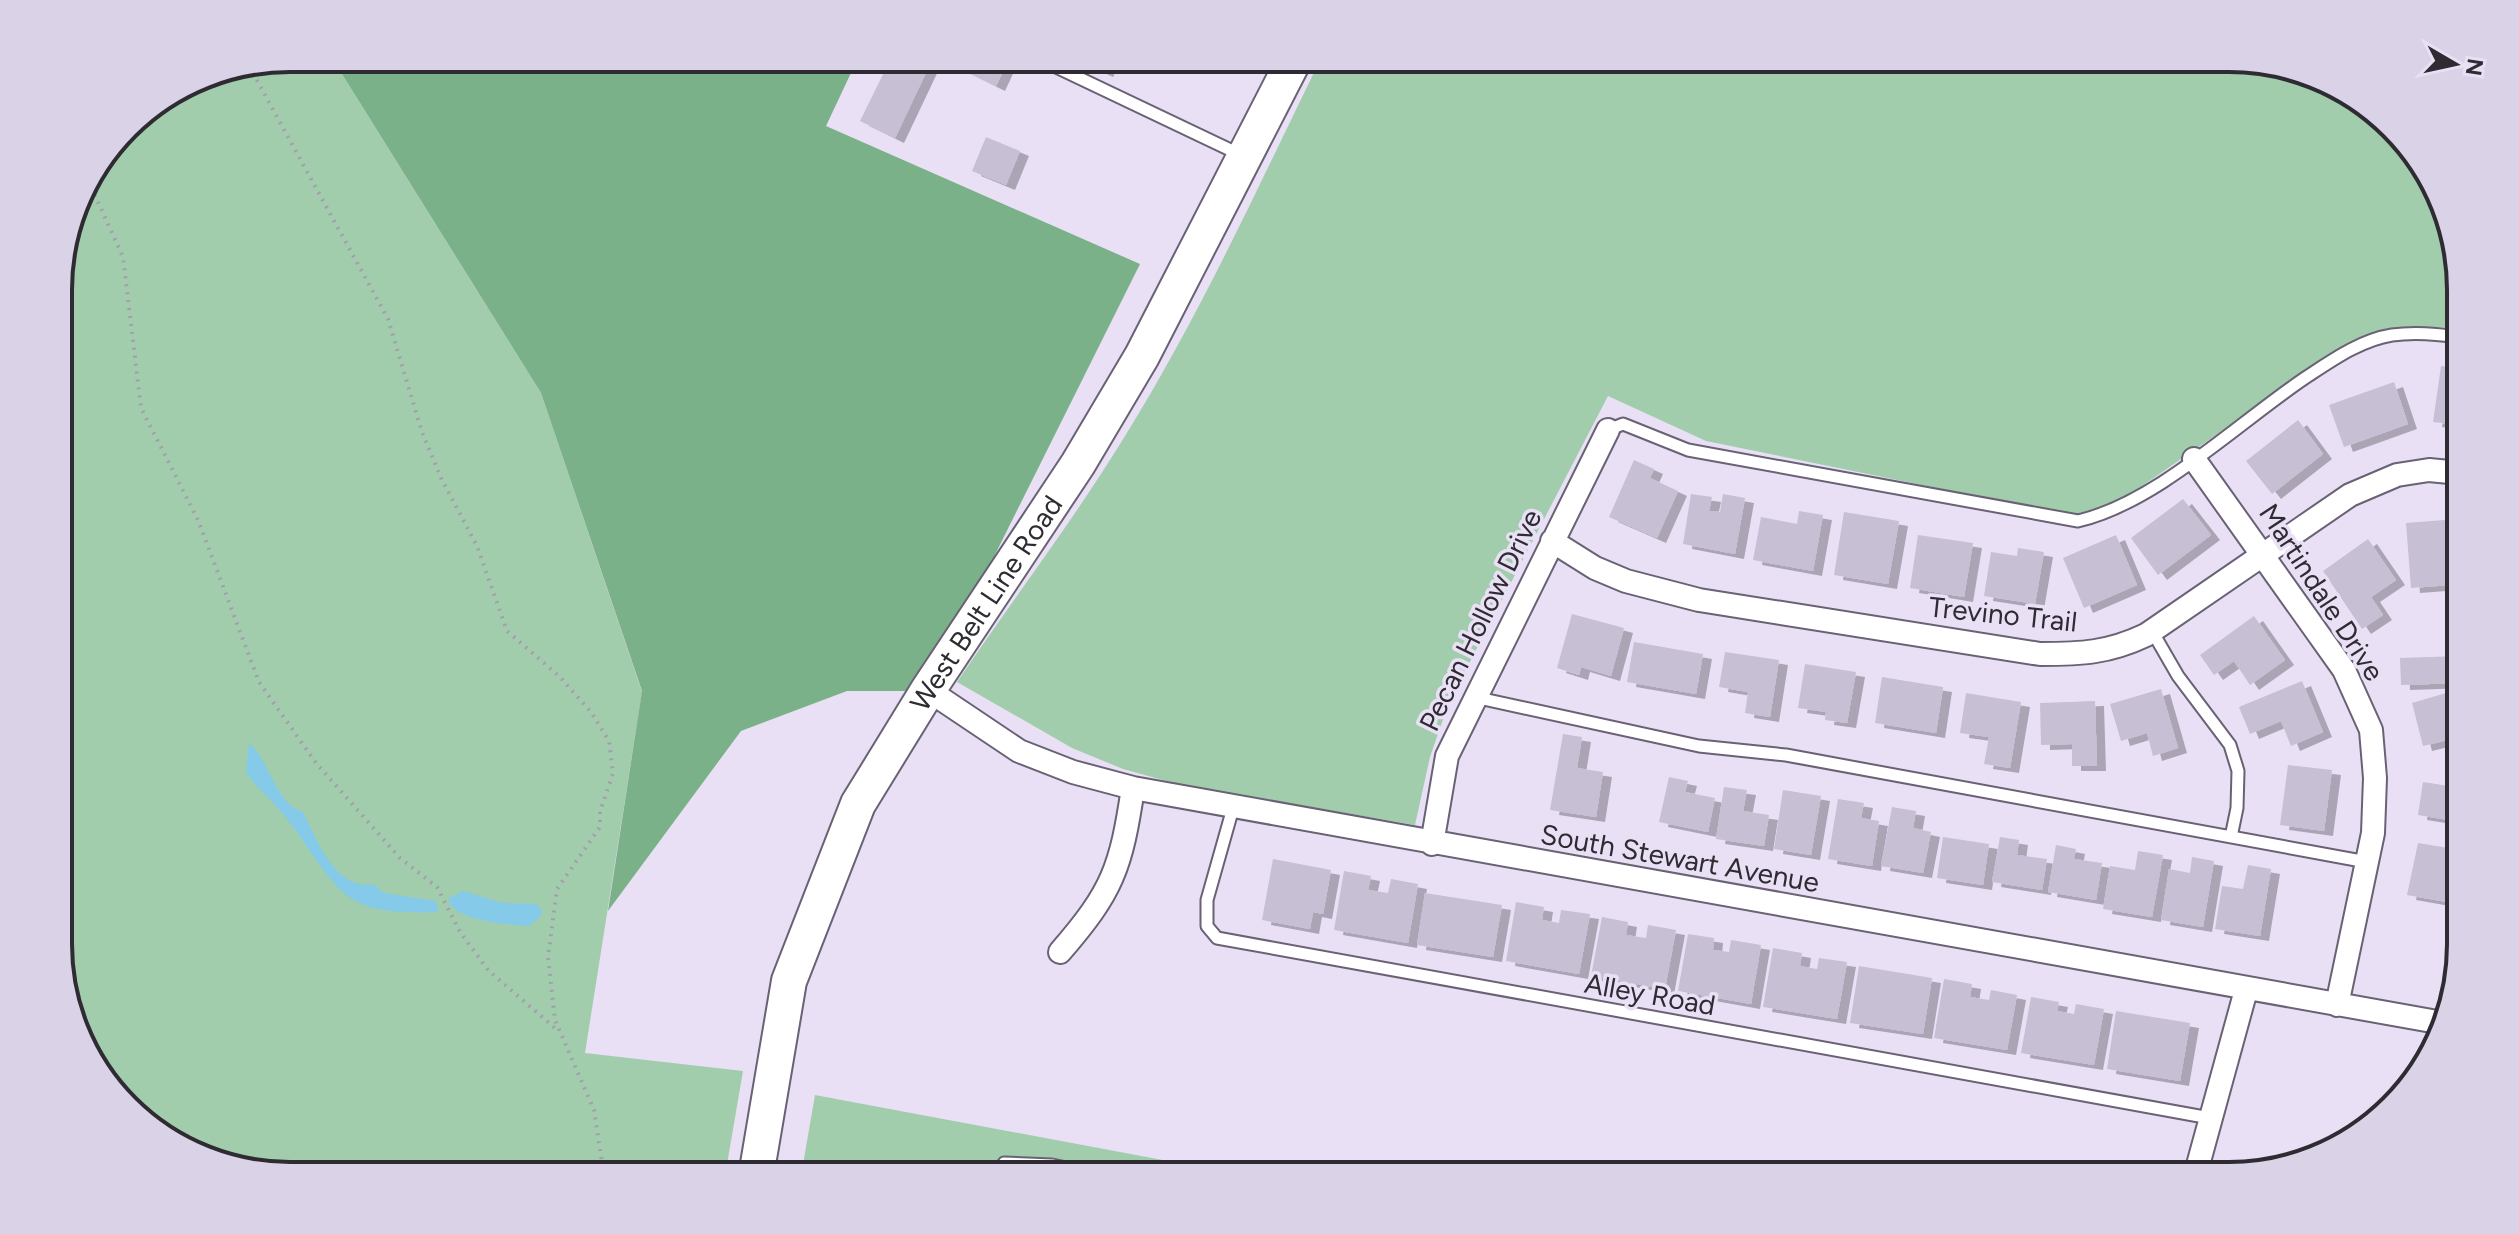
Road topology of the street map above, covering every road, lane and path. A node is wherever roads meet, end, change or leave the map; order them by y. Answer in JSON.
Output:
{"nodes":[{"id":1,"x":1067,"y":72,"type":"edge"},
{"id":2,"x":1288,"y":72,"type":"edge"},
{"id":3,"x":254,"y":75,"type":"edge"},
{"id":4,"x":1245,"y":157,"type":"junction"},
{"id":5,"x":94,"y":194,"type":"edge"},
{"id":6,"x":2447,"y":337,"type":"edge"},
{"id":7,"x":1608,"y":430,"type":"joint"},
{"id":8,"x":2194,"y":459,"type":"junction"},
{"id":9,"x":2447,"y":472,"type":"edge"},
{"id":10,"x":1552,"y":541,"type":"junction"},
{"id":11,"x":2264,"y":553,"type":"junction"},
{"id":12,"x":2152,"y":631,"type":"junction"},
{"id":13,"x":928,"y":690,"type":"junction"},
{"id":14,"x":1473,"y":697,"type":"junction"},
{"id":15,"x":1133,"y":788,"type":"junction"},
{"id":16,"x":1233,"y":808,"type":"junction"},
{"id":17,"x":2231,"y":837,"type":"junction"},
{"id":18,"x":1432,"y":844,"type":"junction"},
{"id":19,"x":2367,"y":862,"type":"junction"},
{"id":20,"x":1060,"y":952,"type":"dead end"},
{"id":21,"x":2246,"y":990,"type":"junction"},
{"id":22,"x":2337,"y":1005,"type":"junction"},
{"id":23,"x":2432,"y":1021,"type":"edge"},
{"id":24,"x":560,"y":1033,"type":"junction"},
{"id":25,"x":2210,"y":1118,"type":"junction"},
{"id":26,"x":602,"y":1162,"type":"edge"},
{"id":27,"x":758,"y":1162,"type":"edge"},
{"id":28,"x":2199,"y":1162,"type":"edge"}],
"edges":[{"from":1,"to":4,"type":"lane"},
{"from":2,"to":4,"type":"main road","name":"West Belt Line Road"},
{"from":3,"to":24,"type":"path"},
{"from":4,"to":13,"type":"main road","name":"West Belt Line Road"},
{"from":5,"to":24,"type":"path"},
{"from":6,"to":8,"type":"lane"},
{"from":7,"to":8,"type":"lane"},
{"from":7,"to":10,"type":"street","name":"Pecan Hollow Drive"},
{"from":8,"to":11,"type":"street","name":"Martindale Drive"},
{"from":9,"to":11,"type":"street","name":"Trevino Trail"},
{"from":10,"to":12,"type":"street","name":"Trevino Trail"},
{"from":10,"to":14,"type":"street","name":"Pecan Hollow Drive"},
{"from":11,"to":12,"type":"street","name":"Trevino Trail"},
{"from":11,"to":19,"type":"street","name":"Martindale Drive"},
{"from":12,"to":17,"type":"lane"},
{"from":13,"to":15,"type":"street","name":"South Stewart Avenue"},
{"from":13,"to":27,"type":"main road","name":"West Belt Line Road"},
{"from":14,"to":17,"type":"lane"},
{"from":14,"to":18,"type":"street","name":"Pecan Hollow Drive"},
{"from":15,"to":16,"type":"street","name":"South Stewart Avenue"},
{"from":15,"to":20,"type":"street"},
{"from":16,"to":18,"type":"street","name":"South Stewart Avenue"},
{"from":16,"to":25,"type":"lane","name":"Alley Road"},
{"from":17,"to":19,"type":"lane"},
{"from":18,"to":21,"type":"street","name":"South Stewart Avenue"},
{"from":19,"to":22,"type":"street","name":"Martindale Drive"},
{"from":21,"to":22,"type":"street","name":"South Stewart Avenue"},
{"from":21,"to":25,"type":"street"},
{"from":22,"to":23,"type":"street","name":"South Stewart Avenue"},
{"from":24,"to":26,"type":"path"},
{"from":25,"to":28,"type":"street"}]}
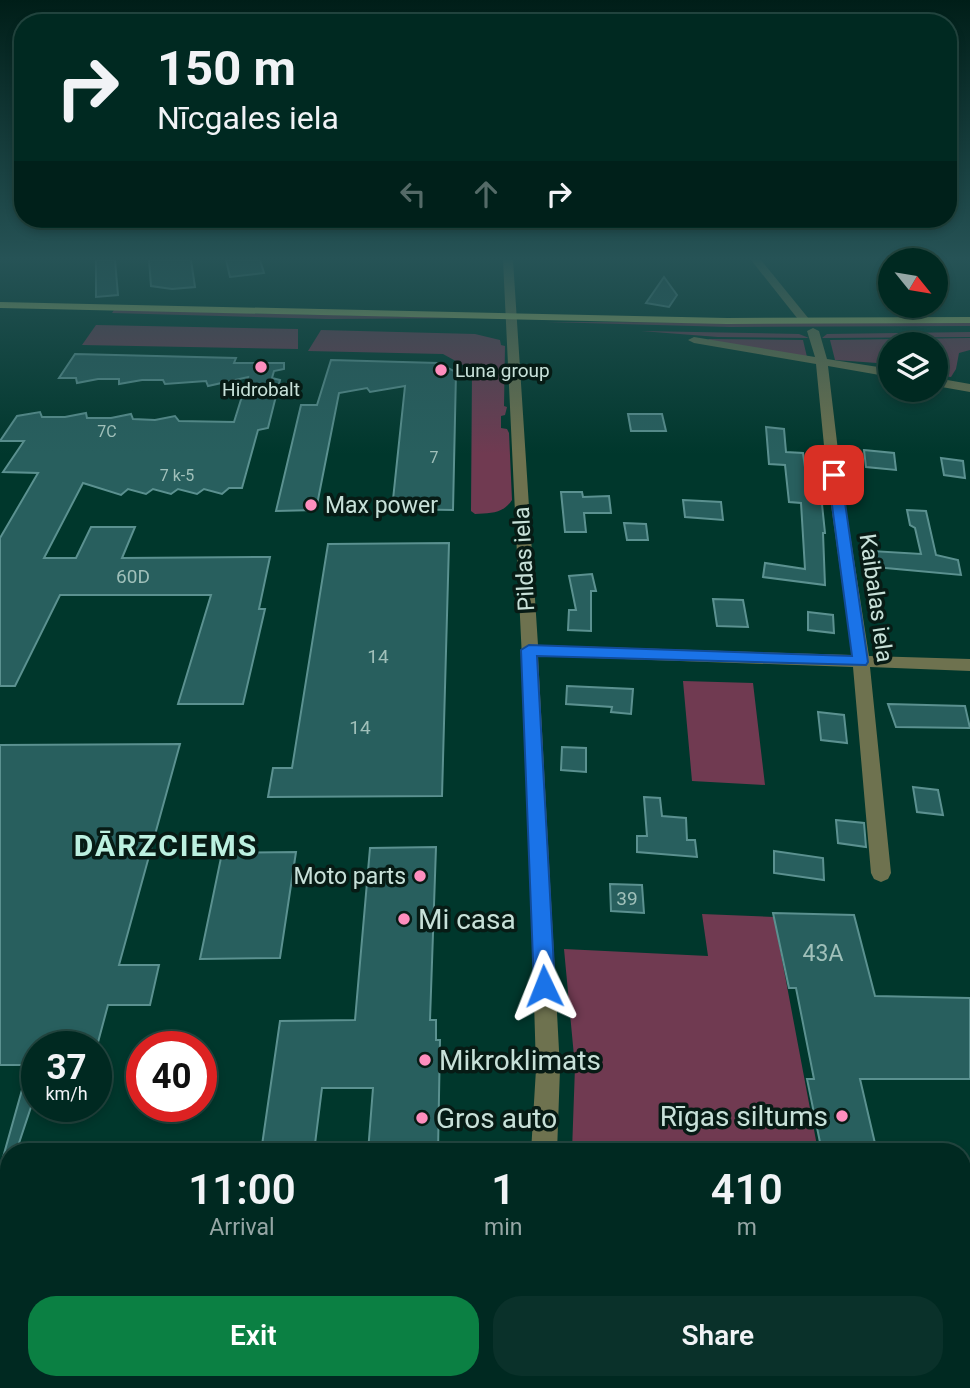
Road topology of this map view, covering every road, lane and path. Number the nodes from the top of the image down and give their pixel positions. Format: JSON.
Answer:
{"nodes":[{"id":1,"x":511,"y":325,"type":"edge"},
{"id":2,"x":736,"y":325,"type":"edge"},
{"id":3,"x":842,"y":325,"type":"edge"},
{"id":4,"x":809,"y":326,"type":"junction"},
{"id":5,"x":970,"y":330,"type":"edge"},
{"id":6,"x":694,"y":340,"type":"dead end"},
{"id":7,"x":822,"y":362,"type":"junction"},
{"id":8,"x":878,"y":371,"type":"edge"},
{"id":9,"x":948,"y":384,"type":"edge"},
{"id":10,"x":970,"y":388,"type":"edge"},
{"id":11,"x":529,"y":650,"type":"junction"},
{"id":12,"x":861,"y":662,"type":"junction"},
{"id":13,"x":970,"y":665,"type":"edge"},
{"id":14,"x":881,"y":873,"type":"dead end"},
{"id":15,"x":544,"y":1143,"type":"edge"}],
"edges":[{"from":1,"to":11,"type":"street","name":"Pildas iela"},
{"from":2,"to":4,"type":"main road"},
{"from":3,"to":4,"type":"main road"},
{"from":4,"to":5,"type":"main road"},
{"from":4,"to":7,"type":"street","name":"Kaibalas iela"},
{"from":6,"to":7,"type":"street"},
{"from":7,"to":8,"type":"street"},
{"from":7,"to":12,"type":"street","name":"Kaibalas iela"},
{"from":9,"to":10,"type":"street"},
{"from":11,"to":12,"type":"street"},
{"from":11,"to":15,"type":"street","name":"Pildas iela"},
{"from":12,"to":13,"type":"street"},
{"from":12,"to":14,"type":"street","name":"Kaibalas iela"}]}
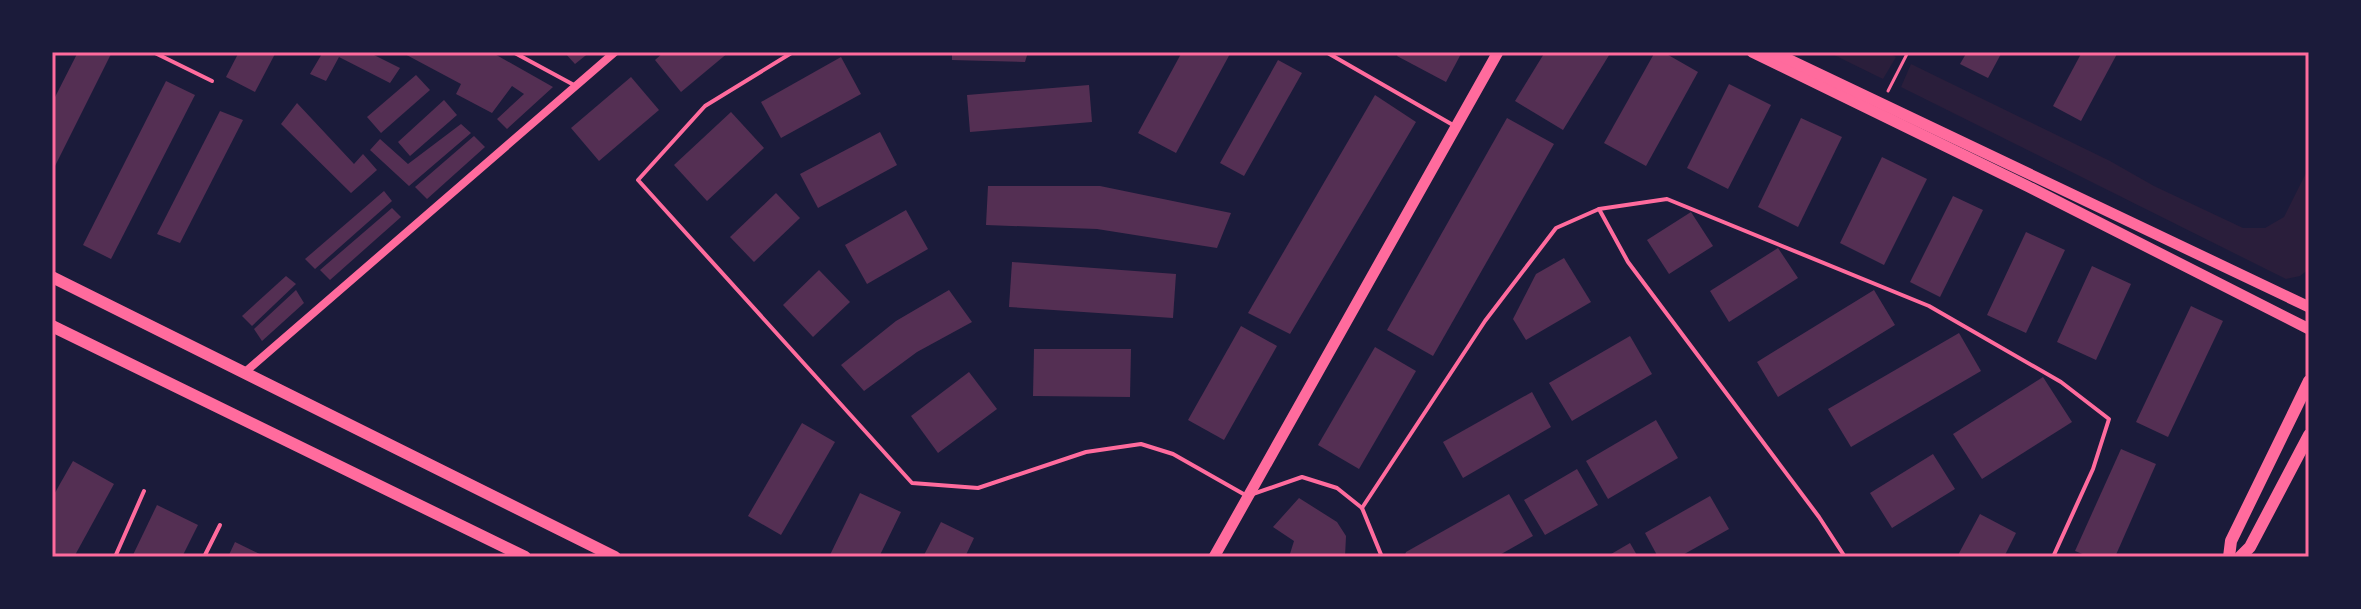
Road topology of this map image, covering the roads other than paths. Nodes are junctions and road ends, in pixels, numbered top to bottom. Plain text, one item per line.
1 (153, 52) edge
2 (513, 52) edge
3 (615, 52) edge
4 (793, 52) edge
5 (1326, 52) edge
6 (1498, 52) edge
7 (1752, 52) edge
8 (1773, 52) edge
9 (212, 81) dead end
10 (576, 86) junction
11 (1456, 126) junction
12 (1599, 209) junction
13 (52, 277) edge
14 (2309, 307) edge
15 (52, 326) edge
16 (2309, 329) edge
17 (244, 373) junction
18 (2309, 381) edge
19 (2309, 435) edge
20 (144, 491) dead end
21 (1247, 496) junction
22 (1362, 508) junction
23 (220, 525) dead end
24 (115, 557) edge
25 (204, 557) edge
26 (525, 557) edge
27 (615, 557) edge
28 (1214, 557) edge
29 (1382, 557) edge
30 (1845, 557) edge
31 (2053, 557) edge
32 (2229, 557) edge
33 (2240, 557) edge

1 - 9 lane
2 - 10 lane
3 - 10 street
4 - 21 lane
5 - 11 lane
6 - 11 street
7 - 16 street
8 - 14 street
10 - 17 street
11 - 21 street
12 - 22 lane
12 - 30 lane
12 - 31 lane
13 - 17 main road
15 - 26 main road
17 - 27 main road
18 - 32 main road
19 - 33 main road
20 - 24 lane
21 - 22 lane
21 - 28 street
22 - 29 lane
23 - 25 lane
--
THE PROBLEM:
Take every line above where "this" appears and copy it.

RESPONSE AREA:
Road topology of this map view, covering every road, lane and path. Number the nodes from the top of the image down and give their pixel positions. Format: JSON.
Road topology of this map image, covering the roads other than paths. Nodes are junctions and road ends, in pixels, numbered top to bottom. Plain text, one item per line.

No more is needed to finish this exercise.